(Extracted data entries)
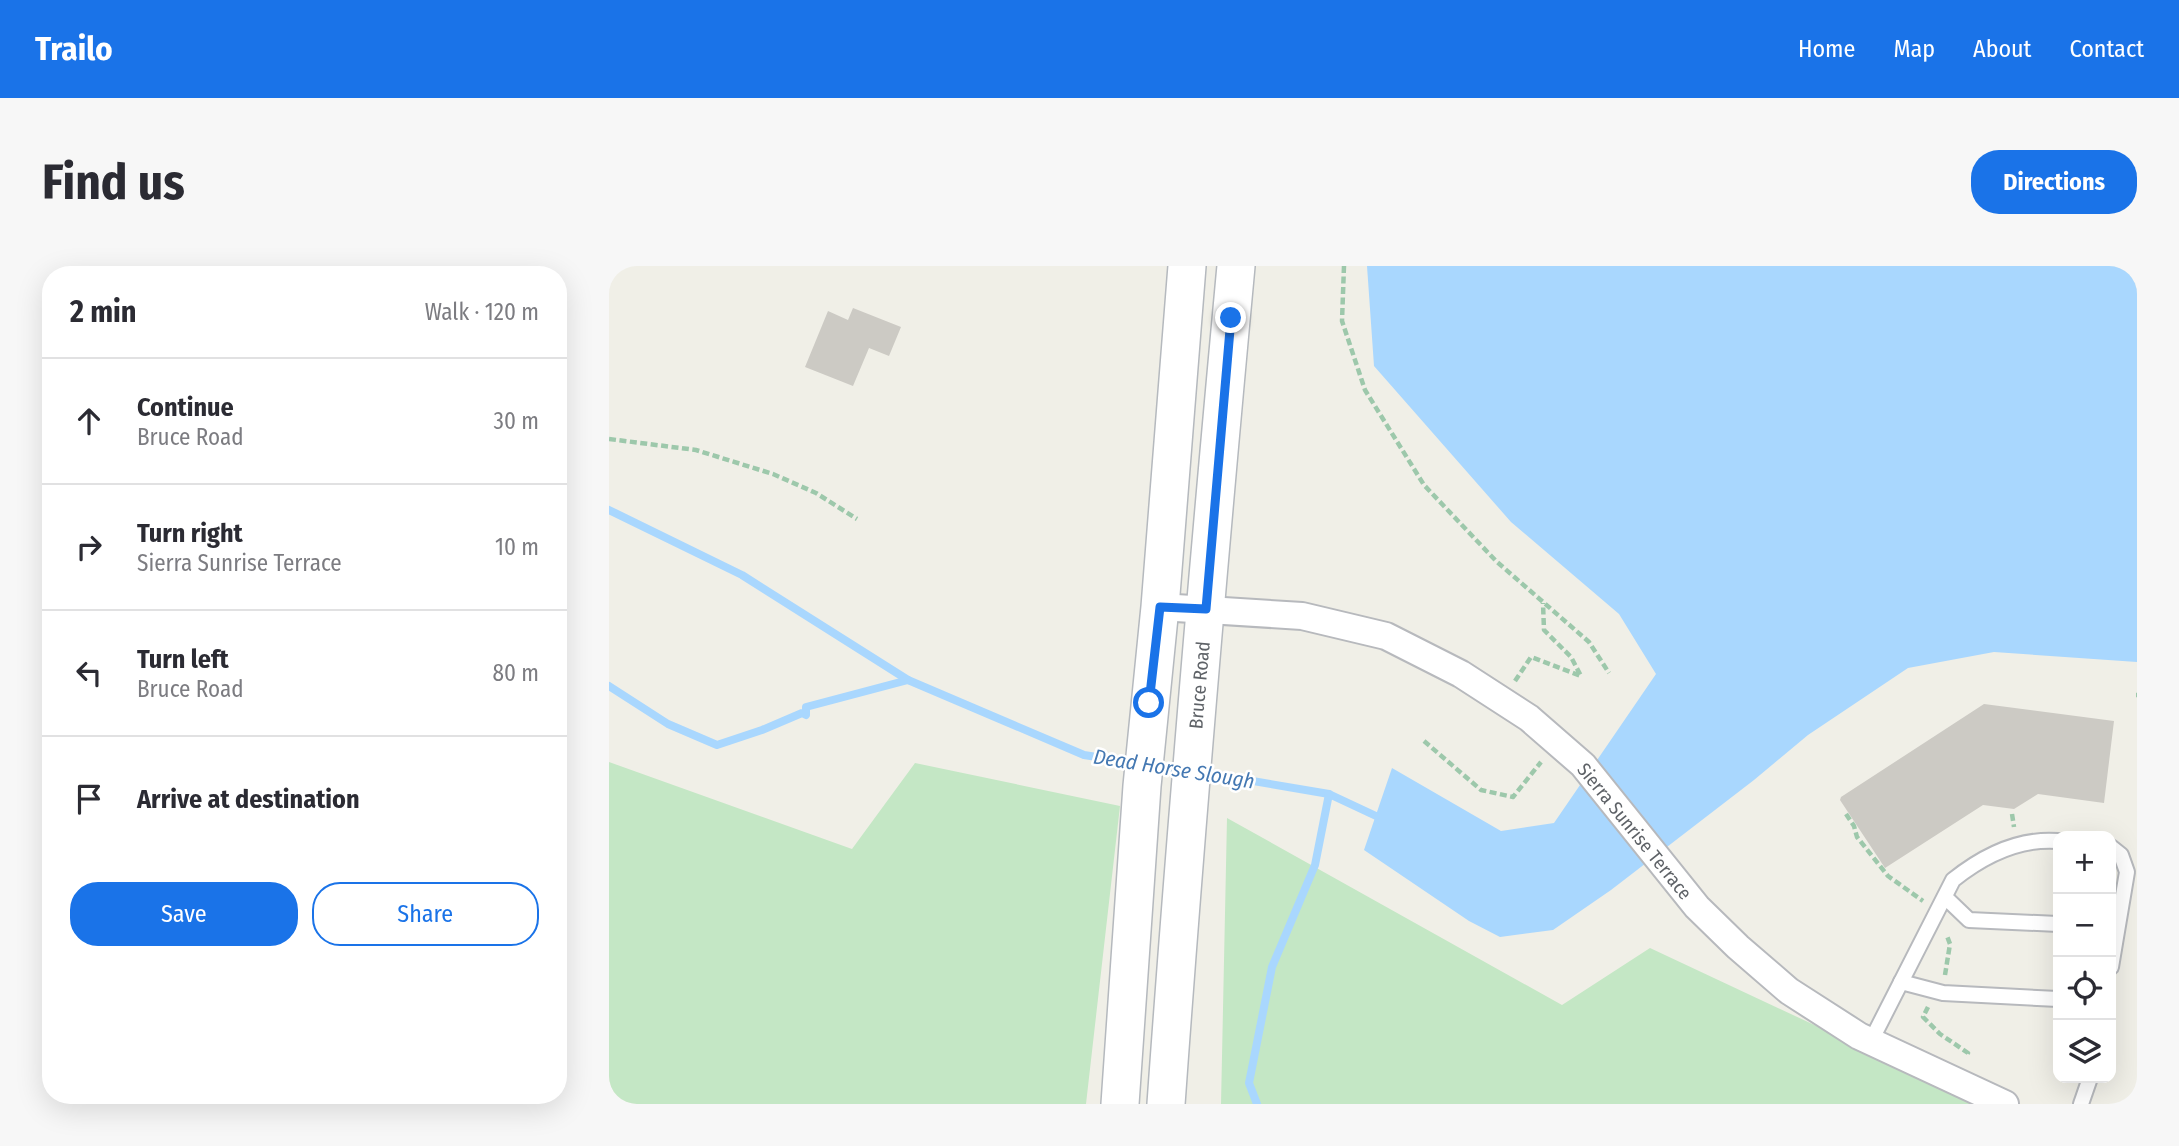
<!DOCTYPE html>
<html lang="en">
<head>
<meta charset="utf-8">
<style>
	body { margin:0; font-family:"Fira Sans Condensed",sans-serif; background:#f7f7f7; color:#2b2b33 }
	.controls { position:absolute; right:21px; bottom:21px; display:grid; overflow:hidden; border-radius:14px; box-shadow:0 7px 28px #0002 }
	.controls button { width:63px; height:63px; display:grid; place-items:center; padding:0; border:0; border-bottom:2px solid #e1e1e2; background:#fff; color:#2b2b33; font:35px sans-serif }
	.stop { position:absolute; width:21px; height:21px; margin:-16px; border:5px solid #1a73e8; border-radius:50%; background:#fff }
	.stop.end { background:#1a73e8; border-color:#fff; box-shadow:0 2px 7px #0008 }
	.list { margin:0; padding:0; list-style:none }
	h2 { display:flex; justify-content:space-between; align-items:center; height:91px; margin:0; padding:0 28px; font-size:30px }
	h2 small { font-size:23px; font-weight:400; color:#7c7c81 }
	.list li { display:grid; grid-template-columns:46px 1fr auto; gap:21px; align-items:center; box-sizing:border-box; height:126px; padding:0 28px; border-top:2px solid #e1e1e2 }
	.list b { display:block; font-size:26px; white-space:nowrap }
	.list p { margin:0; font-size:23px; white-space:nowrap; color:#7c7c81 }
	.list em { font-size:23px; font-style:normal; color:#7c7c81 }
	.actions { display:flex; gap:14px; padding:21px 28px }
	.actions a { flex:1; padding:16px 0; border:2px solid #1a73e8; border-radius:28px; text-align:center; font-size:24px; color:#1a73e8 }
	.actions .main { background:#1a73e8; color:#fff }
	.icon { flex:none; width:38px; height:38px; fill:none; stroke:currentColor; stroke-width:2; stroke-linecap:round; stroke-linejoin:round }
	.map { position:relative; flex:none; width:1528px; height:838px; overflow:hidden; border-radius:28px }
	header { display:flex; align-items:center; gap:42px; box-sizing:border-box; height:98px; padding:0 35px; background:#1a73e8; color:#fff }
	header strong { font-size:33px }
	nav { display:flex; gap:38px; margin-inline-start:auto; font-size:24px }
	.intro { display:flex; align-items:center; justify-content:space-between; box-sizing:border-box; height:168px; padding:0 42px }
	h1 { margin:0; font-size:49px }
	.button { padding:18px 32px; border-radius:28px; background:#1a73e8; color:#fff; font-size:24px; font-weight:700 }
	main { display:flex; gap:42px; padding:0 42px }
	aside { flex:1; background:#fff; border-radius:28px; box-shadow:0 7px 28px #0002 }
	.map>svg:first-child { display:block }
</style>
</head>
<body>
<header>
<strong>Trailo</strong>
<nav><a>Home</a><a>Map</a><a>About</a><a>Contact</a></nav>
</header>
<div class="intro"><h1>Find us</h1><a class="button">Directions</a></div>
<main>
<aside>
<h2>2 min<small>Walk · 120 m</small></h2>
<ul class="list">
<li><svg class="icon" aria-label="ahead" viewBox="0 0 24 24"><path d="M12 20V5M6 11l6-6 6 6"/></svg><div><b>Continue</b><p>Bruce Road</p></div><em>30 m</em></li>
<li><svg class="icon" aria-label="right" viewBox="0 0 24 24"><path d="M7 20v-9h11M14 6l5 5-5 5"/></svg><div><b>Turn right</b><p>Sierra Sunrise Terrace</p></div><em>10 m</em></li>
<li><svg class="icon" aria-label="left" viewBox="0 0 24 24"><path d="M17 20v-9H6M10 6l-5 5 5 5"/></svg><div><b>Turn left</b><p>Bruce Road</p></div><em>80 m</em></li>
<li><svg class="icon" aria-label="arrive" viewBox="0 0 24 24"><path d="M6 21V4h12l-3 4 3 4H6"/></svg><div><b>Arrive at destination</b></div></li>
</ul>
<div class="actions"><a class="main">Save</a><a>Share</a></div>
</aside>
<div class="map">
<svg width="1528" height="838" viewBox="0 0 1528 838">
	<rect width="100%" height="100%" fill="#f0efe7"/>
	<!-- green -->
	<g fill="#c4e7c5">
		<path d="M0,496l243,87 63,-86 205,43 -34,298h-477z"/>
		<path d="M618,552l335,187 88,-57 333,156h-762z"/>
	</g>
	<!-- water -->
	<path fill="#a9d7fe" d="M758,0h770v396l-143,-10 -86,16 -100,67 -54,45 -143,110 -58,40 -53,7 -31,-16 -105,-71 28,-82 109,63 53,-8 102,-149 -37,-60 -108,-92 -137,-156z"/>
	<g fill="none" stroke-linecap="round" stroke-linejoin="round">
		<!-- stream -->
		<g stroke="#a9d7fe" stroke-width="8">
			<path d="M0,244l133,65 166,105"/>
			<path d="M0,420l59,38 49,21 45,-15 40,-17 4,2v-8l102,-27 176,75 51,8"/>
			<path d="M543,499l32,5"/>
			<path d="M591,506l129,22 47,22"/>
			<path d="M648,838l-8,-21 23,-116 43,-102 14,-71"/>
		</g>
	</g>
	<!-- building -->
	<g fill="#cccac4">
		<path d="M244,42l48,19 -12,29 -20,-8 -16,38 -48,-19 23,-56 20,9z"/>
		<path d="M1375,438l130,17 -10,82 -66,-9 -24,15 -31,-4 -98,63 -45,-68 1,-3z"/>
	</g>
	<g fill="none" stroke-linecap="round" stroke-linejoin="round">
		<!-- service casing -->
		<g stroke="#b7b9bd" stroke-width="18">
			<g id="service">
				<path d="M1502,581l10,8 6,17 -16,95"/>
				<path d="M1336,631l24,23 89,4"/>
				<path d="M1292,716l42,11 115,6"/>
				<path d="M1262,775l82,-161c30,-24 66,-42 105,-39"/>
				<path d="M1472,838l9,-26"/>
			</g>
		</g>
		<!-- minor casing -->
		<g stroke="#b7b9bd" stroke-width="30">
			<path id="minor" d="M551,341l142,9 84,20 75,38 68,44 54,47 114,142 41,40 51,44 70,45 146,68"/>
		</g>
		<!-- secondary casing -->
		<g stroke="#b5b9be" stroke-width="40">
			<g id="secondary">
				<path d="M511,838l22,-318 18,-179 27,-341"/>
				<path d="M557,838c20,-280 44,-559 70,-838"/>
			</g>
		</g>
		<!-- path -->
		<g stroke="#9dc8ab" stroke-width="4.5" stroke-dasharray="7 3.5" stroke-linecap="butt">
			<path d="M735,0l-2,55 23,69 59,95 72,76 93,81 20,31"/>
			<path d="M0,173l87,11 77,24 43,19 41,26"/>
			<path d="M906,415l16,-24 50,19 -10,-19 -27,-27 -1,-27"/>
			<path d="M1527,429h1"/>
			<path d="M815,475l57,49 32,7 28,-35"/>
			<path d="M1237,548l8,12 3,11 31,39 35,25"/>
			<path d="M1403,548l2,13"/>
			<path d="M1336,709l5,-31 -3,-8"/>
			<path d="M1319,741l-5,10 17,17 28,19 -2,4"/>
		</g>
		<!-- service -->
		<use href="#service" stroke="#fff" stroke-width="14"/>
		<!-- minor -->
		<use href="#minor" stroke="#fff" stroke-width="26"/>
		<!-- secondary -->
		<use href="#secondary" stroke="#fff" stroke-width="37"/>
	</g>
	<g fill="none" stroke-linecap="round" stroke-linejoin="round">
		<!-- route -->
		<path stroke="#1a73e8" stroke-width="9" d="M540,437l11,-96 46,2 25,-291"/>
	</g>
	<g text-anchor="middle" stroke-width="5" stroke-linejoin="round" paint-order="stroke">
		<!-- street labels -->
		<g font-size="19" fill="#5e6267" stroke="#fff">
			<text transform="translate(590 419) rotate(-85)" y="7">Bruce Road</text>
			<text transform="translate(1026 565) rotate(51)" y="7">Sierra Sunrise Terrace</text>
		</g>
		<!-- water labels -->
		<g font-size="21" font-style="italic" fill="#4478b2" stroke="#fff">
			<text transform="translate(565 503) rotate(9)" y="7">Dead Horse Slough</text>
		</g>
	</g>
</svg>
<div class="controls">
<button>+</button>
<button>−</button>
<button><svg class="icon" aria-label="locate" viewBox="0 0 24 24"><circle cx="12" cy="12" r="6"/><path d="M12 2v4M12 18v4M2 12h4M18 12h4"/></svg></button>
<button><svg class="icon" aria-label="layers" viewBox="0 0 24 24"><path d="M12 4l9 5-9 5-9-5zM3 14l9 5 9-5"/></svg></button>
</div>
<div class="stop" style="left:540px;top:437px"></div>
<div class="stop end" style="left:622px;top:52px"></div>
</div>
</main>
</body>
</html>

> [WORK TO BE COMPLETED]: Search the records for the string "white" and return every line in which it occurs.

> [ANSWER AREA]:
	.list b { display:block; font-size:26px; white-space:nowrap }
	.list p { margin:0; font-size:23px; white-space:nowrap; color:#7c7c81 }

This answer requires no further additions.